At stake is to look for opportunities for an emission low (re)development of our spatial infrastructure, to enhance land-use opportunities with respect to sources and sinks of greenhouse gases, to increase adaptive capacity in the management of, amongst others, agriculture, natural resources and water, and to enhance the protection of our infrastructure and thus the safety of our people.
Although the co-dependency of spatial planning and climate change has largely been accepted, spatial planners and the climate change community have had mostly isolated (research) agendas so far. A major goal of the programme "Climate changes Spatial Planning" is to enhance joint-learning between those to communities and people in practice within spatial planning. The programme aims to generate internationally competitive scientific results and to provide a knowledge base that interactively supports practitioners on how to cope with climate change.The mission of the programme is to introduce climate change and climate variability as one of the guiding principles for spatial planning in the Netherlands. The programme recognises that the benefits of climate research arise from the application of its findings in land-, water and nature management.
Objectives
The main objectives are:
To offer the Dutch government, the private sector and other stakeholders a clustered, high-quality and accessible knowledge infrastructure on the interface of climate change and spatial planning.

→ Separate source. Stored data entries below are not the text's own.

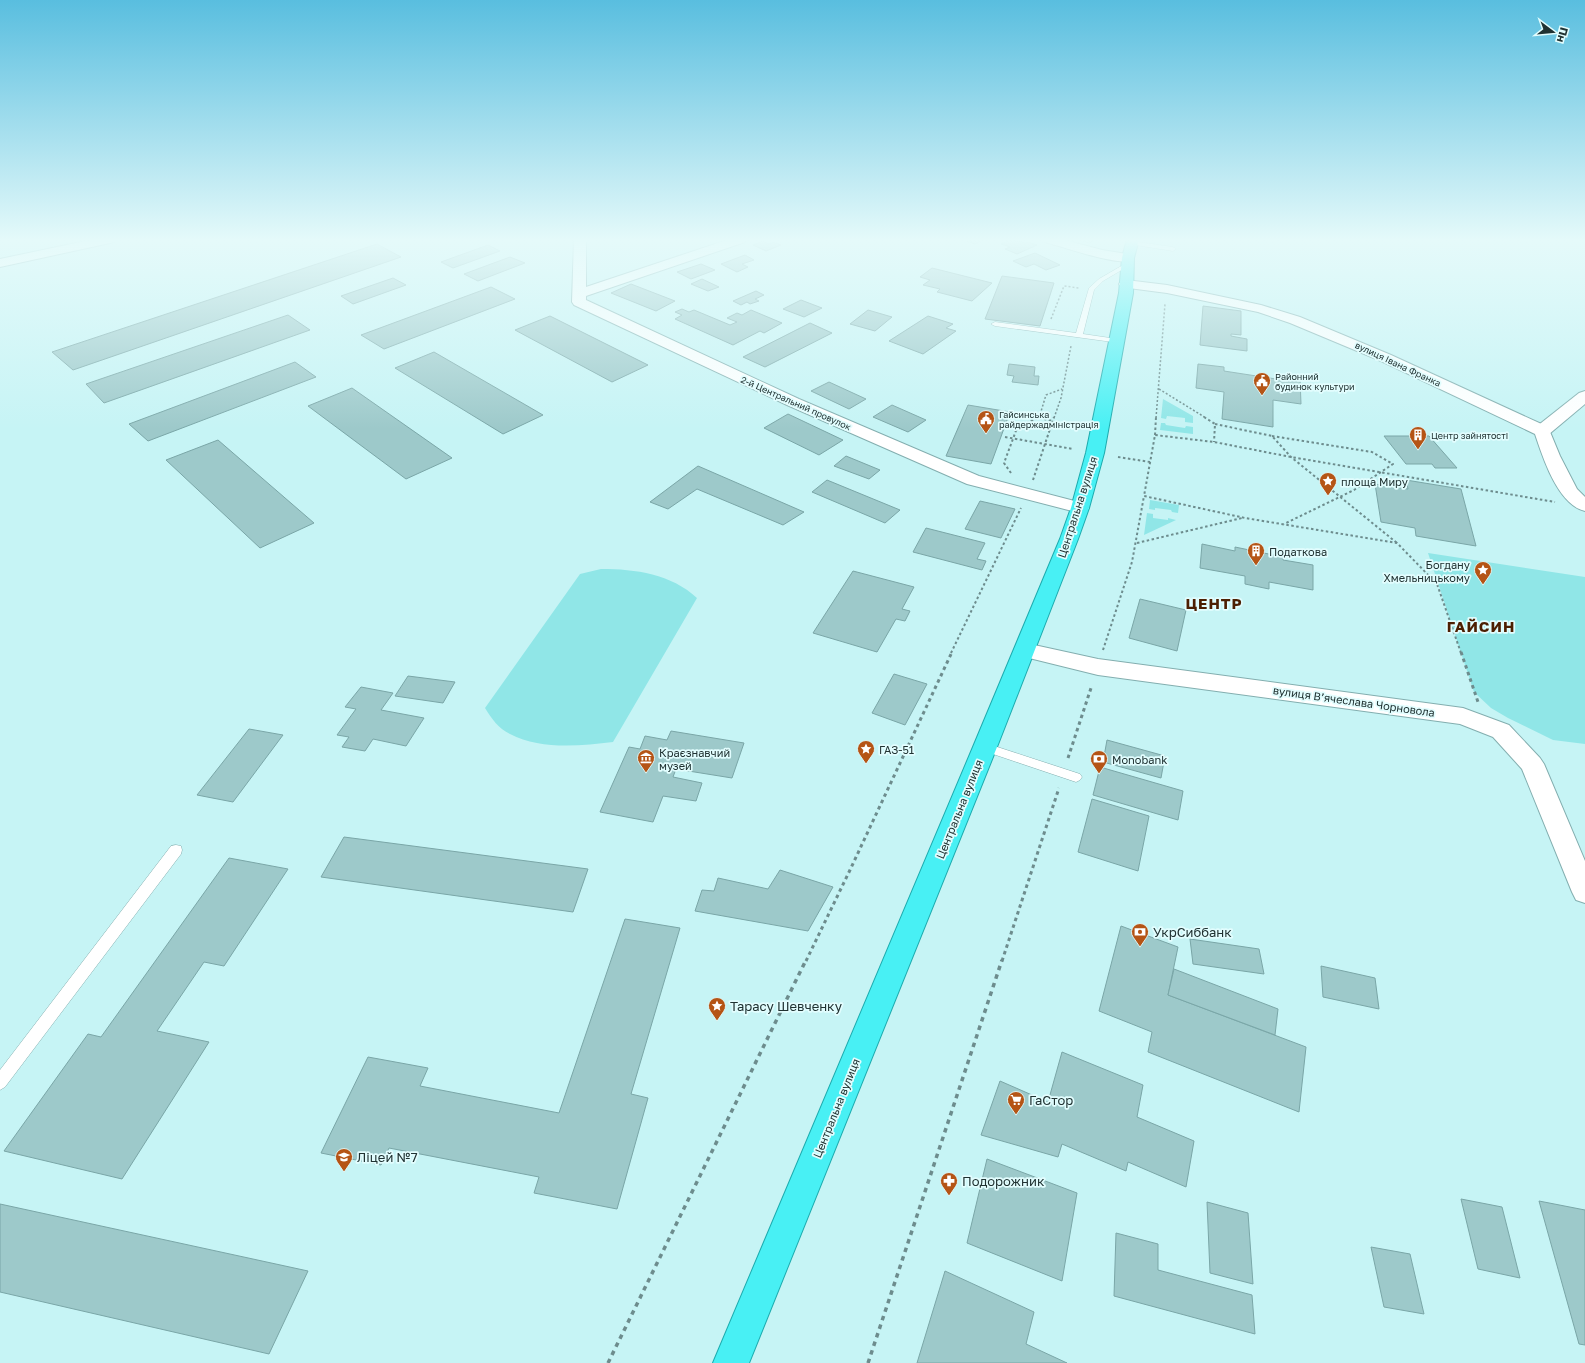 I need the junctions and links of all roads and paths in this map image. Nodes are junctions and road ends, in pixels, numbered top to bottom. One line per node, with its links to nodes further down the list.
1 (580, 303): 29 (street, 2-й Центральний провулок)
2 (1057, 303): 8 (path)
3 (1087, 303): 9 (lane)
4 (1123, 303): 10 (highway, Центральна вулиця)
5 (1166, 303): 12 (path)
6 (1231, 303): 17 (street, вулиця Івана Франка)
7 (995, 324): 8 (lane)
8 (1046, 331): 9 (lane)
9 (1076, 335): 10 (lane); 11 (path)
10 (1117, 341): 34 (highway, Центральна вулиця)
11 (1062, 388): 14 (path); 15 (path)
12 (1159, 390): 16 (path); 18 (path)
13 (1585, 396): 17 (street)
14 (1039, 418): 15 (path); 21 (path)
15 (1053, 421): 23 (path)
16 (1215, 424): 19 (path); 22 (path)
17 (1542, 431): 33 (street)
18 (1155, 435): 22 (path); 27 (path)
19 (1272, 436): 26 (path); 28 (path)
20 (1005, 437): 21 (path)
21 (1013, 438): 23 (path); 29 (path)
22 (1214, 442): 26 (path)
23 (1046, 444): 24 (path); 29 (path)
24 (1074, 449)
25 (1118, 456): 27 (path)
26 (1290, 457): 28 (path); 31 (path)
27 (1150, 462): 30 (path)
28 (1382, 473): 31 (path); 32 (path)
29 (1029, 491): 34 (street, 2-й Центральний провулок); 48 (path)
30 (1144, 496): 35 (path); 37 (path)
31 (1341, 498): 36 (path); 38 (path)
32 (1562, 504)
33 (1585, 506)
34 (1080, 508): 39 (highway, Центральна вулиця)
35 (1245, 518): 36 (path); 37 (path)
36 (1284, 524): 38 (path)
37 (1137, 543): 40 (path)
38 (1397, 544): 41 (path)
39 (1025, 650): 40 (street, вулиця Вʼячеслава Чорновола); 42 (highway, Центральна вулиця)
40 (1098, 667): 41 (street, вулиця Вʼячеслава Чорновола); 43 (path)
41 (1486, 725): 46 (street, вулиця Вʼячеслава Чорновола)
42 (985, 747): 43 (lane); 49 (highway, Центральна вулиця)
43 (1064, 773): 44 (lane); 50 (path)
44 (1076, 777)
45 (176, 850): 47 (lane)
46 (1585, 892)
47 (0, 1082)
48 (608, 1363)
49 (731, 1363)
50 (868, 1363)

To engage a dialogue between stakeholders and scientists in order to support the development of spatially explicit adaptation and mitigation strategies that anticipate for climate change and contribute to a safe, sustainable and resilient socio-economic infrastructure in the Netherlands.
Examples of addressed scientific objectives:
Increased insight in cloud and aerosol interactions
High quality climate scenarios, suitable for use in various impact assessment applications
New multi-gas approaches to assess GHG emissions on ecosystems level
A Prototype of a multi-platform monitoring system for land use bound GHG emissions.
Development of spatial decision support systems for cross-sectoral adaptation strategies
Innovation of methodologies to assess Costs and (ancillary) benefits for adaptation and mitigation.